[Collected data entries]
● ● ●
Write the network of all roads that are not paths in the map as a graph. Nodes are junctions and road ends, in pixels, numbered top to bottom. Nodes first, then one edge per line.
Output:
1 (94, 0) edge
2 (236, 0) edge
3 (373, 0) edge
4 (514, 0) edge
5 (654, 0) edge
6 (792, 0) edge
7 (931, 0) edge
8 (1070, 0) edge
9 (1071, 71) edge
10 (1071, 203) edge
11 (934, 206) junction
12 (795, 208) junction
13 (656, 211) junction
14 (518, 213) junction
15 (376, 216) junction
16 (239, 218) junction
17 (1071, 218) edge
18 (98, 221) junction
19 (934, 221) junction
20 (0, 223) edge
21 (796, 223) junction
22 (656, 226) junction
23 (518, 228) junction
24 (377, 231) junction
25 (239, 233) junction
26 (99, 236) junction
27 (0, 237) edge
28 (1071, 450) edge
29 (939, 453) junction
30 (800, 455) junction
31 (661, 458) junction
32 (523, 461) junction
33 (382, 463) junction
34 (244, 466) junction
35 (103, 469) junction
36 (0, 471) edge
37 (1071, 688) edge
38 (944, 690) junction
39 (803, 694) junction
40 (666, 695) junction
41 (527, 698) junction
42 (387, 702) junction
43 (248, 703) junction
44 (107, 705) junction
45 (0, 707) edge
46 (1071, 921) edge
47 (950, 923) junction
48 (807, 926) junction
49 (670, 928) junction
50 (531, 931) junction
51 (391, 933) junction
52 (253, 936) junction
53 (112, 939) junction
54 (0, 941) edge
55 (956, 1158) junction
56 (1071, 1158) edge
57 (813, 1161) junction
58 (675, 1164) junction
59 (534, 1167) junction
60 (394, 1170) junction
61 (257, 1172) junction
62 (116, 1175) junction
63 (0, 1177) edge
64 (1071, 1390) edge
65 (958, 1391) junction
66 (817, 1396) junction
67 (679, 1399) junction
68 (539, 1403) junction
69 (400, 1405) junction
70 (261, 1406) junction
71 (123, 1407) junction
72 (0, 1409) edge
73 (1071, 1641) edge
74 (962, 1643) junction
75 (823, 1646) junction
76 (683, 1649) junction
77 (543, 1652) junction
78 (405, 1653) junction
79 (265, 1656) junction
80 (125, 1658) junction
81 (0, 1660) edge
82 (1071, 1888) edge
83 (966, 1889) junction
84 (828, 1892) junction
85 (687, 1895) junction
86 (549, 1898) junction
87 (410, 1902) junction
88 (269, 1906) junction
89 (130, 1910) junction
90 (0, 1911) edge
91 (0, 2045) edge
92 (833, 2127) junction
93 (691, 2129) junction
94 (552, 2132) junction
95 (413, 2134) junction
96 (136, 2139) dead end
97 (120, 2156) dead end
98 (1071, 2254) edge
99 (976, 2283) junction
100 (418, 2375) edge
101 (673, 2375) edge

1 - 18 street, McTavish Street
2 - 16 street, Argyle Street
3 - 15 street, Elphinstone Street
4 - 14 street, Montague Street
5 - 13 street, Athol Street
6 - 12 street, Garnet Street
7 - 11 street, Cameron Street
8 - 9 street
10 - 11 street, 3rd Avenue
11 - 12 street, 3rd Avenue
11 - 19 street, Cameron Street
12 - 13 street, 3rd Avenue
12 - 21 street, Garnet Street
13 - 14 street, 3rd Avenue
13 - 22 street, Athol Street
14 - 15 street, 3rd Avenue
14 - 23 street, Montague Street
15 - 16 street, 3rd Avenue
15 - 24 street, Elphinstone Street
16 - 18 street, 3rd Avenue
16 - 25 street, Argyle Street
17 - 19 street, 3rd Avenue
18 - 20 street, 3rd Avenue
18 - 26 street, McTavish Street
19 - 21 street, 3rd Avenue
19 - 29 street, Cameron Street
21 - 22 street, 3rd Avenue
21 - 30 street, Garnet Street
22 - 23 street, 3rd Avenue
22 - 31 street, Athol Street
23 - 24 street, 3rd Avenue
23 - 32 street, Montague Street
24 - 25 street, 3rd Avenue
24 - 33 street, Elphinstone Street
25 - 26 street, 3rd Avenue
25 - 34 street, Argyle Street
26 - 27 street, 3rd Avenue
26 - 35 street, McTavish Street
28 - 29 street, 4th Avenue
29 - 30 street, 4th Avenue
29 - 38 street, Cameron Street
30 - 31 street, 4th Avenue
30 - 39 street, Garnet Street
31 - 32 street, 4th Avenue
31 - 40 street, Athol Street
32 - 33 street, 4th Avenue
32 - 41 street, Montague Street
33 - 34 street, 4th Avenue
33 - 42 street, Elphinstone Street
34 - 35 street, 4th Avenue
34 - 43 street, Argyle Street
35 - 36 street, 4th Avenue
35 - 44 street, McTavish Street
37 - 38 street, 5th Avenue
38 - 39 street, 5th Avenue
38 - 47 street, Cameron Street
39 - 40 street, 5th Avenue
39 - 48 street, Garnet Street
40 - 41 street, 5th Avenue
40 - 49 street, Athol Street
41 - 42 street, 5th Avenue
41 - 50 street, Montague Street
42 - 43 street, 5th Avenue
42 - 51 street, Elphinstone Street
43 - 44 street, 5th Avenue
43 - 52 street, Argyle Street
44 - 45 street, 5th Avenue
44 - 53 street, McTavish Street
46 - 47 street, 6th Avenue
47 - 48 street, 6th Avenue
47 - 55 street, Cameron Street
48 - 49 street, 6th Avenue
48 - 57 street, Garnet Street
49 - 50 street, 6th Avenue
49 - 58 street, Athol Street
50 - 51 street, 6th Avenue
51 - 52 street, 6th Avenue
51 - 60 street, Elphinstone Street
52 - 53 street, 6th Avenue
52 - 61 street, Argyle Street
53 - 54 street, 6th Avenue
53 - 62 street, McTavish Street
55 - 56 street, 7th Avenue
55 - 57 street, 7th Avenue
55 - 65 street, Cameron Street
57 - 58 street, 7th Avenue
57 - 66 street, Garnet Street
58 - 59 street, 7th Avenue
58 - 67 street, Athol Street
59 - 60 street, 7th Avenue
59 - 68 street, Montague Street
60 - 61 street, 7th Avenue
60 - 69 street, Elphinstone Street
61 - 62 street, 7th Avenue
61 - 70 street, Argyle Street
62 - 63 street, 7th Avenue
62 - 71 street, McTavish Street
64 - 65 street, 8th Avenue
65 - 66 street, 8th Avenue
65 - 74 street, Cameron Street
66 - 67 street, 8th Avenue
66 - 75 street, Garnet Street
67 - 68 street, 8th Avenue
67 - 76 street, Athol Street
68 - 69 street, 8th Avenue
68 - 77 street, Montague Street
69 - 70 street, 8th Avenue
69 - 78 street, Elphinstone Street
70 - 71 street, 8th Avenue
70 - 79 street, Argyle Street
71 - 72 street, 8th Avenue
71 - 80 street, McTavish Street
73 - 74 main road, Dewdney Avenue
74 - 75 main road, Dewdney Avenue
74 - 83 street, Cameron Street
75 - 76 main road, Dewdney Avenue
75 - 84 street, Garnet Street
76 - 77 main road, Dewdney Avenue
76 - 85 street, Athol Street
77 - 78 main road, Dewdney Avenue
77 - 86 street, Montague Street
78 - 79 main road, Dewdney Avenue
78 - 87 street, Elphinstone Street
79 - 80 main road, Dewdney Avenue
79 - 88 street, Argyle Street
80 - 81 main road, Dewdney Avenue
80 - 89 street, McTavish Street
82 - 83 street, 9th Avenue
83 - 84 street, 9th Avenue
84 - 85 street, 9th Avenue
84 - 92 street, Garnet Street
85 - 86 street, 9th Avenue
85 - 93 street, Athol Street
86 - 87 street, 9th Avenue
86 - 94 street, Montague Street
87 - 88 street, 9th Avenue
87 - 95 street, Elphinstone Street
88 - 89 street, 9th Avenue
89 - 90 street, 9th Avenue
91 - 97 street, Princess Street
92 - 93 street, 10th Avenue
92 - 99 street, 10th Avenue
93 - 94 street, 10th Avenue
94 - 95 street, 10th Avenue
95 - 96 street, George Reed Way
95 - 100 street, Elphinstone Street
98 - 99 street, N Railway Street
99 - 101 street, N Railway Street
● ● ●
**Exercise:**
Where does "Dewdney" occur in the data? Copy each line that has it.

**Finished exercise:**
73 - 74 main road, Dewdney Avenue
74 - 75 main road, Dewdney Avenue
75 - 76 main road, Dewdney Avenue
76 - 77 main road, Dewdney Avenue
77 - 78 main road, Dewdney Avenue
78 - 79 main road, Dewdney Avenue
79 - 80 main road, Dewdney Avenue
80 - 81 main road, Dewdney Avenue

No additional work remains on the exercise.